Enough negativity, this review celebrates a positive.

Offsetting the moans is freedom to comment, a right that veteran activist Jusuf Wanandi has exercised well during his long adventurous career and now collected in Testimony of Changes.

Hazards remain, like blasphemy charges ignited by militants, and defamation writs fired by the wealthy to mask their chicanery. Three of the four pillars of democracy — the judiciary, the executive and the legislature, badly need repair.

However, the fourth column — the media — is, in this century, upright by the standards of a region where armies and autocrats crush those venturing alternative ideas.

Singapore’s Straits Times is a most handsome daily, clean and well laid out like the city. It splashes international news with a sprinkling of minor local happenings. Expect nothing critical of the government.

Now consider Wanandi. The only country in the region where this intellectual man is free to let his mind roam publicly, is the one where he was born in 1937, cursed to live in interesting times but blessed to do so with a muscular mind.

His book subtitle Consolidating Indonesian Democracy and Forging Regional Cooperation is hardly an invitation for anyone beyond academic historians. Which is sad because there is much here to help latecomers understand how the world’s third-largest democracy arrived at this position.

Face-to-face he is a splendid retailer of gossip and a vault of secrets. Some he unlocks. He is selective, careful, knowing that values shift, policies that once seemed right, like the extrajudicial persecution of real or imagined Communists in 1965-66, are now considered criminal.

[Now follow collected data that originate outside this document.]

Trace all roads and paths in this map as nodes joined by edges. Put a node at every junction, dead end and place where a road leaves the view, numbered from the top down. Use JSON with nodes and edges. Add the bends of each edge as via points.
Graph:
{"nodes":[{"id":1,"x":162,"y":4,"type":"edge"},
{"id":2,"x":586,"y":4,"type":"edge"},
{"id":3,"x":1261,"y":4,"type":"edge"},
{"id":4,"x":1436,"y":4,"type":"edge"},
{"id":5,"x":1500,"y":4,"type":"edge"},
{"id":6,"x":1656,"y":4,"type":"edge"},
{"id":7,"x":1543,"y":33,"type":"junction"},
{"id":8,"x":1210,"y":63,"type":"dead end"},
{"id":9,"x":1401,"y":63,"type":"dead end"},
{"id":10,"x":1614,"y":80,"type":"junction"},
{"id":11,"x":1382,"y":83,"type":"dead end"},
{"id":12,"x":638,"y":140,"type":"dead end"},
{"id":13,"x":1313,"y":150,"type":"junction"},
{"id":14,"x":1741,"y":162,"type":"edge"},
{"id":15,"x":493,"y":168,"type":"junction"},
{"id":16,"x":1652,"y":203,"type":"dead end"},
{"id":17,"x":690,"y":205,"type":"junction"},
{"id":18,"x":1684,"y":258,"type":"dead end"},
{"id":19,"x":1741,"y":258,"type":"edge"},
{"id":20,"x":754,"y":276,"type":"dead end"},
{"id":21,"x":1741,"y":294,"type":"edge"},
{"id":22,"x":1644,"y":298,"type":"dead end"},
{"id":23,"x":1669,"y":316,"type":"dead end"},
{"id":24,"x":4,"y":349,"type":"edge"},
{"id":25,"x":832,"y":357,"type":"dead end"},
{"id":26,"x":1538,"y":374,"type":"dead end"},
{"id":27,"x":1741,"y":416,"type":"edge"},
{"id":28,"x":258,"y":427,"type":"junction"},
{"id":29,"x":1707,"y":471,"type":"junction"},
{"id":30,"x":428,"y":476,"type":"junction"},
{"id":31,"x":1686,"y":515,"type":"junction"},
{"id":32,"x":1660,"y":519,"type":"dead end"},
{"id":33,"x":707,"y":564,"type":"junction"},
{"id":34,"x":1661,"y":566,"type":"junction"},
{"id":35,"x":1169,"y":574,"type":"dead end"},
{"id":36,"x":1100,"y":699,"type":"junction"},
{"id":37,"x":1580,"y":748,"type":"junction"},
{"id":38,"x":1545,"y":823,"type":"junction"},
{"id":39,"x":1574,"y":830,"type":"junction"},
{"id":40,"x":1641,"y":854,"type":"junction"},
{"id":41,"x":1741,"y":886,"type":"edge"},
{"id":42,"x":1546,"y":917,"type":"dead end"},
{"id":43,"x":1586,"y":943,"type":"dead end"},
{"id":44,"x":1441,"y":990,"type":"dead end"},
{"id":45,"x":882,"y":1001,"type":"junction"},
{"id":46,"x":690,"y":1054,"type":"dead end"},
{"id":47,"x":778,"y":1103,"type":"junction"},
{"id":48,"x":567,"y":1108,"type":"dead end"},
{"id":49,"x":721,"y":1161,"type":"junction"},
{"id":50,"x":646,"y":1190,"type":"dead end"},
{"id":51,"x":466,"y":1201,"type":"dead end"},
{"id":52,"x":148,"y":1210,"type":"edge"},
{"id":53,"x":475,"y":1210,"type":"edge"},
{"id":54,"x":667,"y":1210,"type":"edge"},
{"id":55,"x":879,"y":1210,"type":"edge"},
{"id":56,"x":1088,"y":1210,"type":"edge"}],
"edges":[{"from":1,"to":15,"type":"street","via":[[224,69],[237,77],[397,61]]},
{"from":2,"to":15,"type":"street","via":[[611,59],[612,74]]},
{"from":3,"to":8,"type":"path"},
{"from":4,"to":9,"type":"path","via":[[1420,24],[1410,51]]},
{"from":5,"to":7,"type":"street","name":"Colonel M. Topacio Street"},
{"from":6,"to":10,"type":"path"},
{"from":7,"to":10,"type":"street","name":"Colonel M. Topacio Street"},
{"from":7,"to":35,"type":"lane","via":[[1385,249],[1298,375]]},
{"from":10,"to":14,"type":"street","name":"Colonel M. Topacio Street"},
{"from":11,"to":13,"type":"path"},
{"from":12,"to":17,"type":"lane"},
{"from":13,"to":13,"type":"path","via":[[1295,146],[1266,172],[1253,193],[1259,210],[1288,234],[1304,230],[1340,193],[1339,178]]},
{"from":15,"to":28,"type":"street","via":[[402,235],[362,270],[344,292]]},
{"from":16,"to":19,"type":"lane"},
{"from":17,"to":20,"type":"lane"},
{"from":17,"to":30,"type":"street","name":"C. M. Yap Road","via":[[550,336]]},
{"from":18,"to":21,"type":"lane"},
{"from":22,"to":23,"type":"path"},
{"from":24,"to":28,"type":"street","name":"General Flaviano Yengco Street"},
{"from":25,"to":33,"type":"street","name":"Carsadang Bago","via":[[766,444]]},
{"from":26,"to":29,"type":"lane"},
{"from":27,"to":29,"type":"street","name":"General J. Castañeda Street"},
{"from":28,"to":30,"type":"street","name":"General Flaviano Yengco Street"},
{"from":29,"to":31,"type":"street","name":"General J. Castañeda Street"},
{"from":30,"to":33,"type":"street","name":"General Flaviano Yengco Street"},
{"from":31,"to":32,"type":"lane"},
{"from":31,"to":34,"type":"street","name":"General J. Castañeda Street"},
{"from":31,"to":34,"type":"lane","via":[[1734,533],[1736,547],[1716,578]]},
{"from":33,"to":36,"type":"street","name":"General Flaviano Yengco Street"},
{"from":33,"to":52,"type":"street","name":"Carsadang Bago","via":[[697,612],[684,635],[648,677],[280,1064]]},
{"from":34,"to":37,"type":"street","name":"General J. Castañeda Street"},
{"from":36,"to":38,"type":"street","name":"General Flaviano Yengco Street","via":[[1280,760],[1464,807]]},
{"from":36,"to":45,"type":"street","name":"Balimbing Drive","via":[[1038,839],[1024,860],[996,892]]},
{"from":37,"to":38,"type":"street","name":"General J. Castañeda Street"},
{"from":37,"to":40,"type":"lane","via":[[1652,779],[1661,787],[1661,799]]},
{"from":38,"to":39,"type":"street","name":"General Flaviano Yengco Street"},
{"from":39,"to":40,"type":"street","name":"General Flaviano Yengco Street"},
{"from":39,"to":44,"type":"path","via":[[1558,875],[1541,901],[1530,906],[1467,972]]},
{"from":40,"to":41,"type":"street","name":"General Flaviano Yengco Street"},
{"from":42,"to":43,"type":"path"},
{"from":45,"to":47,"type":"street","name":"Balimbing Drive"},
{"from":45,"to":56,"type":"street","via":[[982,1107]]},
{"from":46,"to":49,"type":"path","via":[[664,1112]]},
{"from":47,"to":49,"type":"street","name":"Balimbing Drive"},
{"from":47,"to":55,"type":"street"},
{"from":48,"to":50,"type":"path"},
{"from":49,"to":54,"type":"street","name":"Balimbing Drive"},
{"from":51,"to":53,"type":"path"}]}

His ebullience tends to deflect criticism of his more questionable decisions, like support for taking over East Timor.

In print he is more restrained — though not about former Australian prime minister John Howard: “A gentleman from a small town in 19th century England who was unaware and not interested in what was happening in East Asia”. In fact Howard was born ( 1939 ) and raised in Sydney. Wanandi later modified his judgment.

His favorite all-bundling term “East Asia” befuddles; Westerners define it as Korea and Japan, with all below as Southeast Asia.

The book is organized in seven sections each holding 15 to 30 op-eds from The Jakarta Post. They are in chronological sequence, starting when this newspaper began, showing it was into serious journalism with concerns about Kampuchea — now Cambodia.

Lots to savor — knowing where we have been and what some were thinking can help us see ahead.

But, alas, alack; how to access that vision without an index?

An incomprehensible omission because Testimony of Changes is not a set-course dinner but a spread of snacks. How does the author assess former United States presidents George Bush or Barack Obama? What are his hopes for ASEAN, which he strongly supports, and Vice President Jusuf Kalla’s thoughts on democracy?

To find the answers stock-up with limitless patience and bookmarks.

Applauders include former Australian Labor Party foreign minister Gareth Evans. He praises Wanandi’s “informed, balanced and constructive voice”.

Yes, but Wanandi is not a colorless bob-each-way observer. The former University of Indonesia law lecturer was a strident right-wing activist during the 1965 coup.

He backed, then abandoned Sukarno, then did the same with his successor. Wanandi advised Soeharto but fell out when the second president “ignored the economy and started to exhibit megalomaniacal tendencies”. These included censoring the press.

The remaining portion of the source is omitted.